Once you reach the end of the data, transcribe all of it exactly.
Entries provided Start Marker
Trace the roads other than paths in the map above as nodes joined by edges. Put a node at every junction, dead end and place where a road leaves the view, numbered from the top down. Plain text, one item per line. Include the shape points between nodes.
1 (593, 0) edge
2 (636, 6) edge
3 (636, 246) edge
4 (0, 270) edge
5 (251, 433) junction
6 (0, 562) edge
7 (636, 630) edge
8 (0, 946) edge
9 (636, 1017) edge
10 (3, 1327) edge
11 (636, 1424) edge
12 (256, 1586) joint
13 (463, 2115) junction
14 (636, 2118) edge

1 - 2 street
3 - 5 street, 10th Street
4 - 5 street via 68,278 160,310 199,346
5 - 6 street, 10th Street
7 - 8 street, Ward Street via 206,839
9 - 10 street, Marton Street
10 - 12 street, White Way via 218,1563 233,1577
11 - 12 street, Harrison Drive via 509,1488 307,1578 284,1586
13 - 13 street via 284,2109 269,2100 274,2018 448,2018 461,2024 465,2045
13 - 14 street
Entries provided End Marker
Answer to this task:
Trace the roads other than paths in the map above as nodes joined by edges. Put a node at every junction, dead end and place where a road leaves the view, numbered from the top down. Plain text, one item per line. Include the shape points between nodes.
1 (593, 0) edge
2 (636, 6) edge
3 (636, 246) edge
4 (0, 270) edge
5 (251, 433) junction
6 (0, 562) edge
7 (636, 630) edge
8 (0, 946) edge
9 (636, 1017) edge
10 (3, 1327) edge
11 (636, 1424) edge
12 (256, 1586) joint
13 (463, 2115) junction
14 (636, 2118) edge

1 - 2 street
3 - 5 street, 10th Street
4 - 5 street via 68,278 160,310 199,346
5 - 6 street, 10th Street
7 - 8 street, Ward Street via 206,839
9 - 10 street, Marton Street
10 - 12 street, White Way via 218,1563 233,1577
11 - 12 street, Harrison Drive via 509,1488 307,1578 284,1586
13 - 13 street via 284,2109 269,2100 274,2018 448,2018 461,2024 465,2045
13 - 14 street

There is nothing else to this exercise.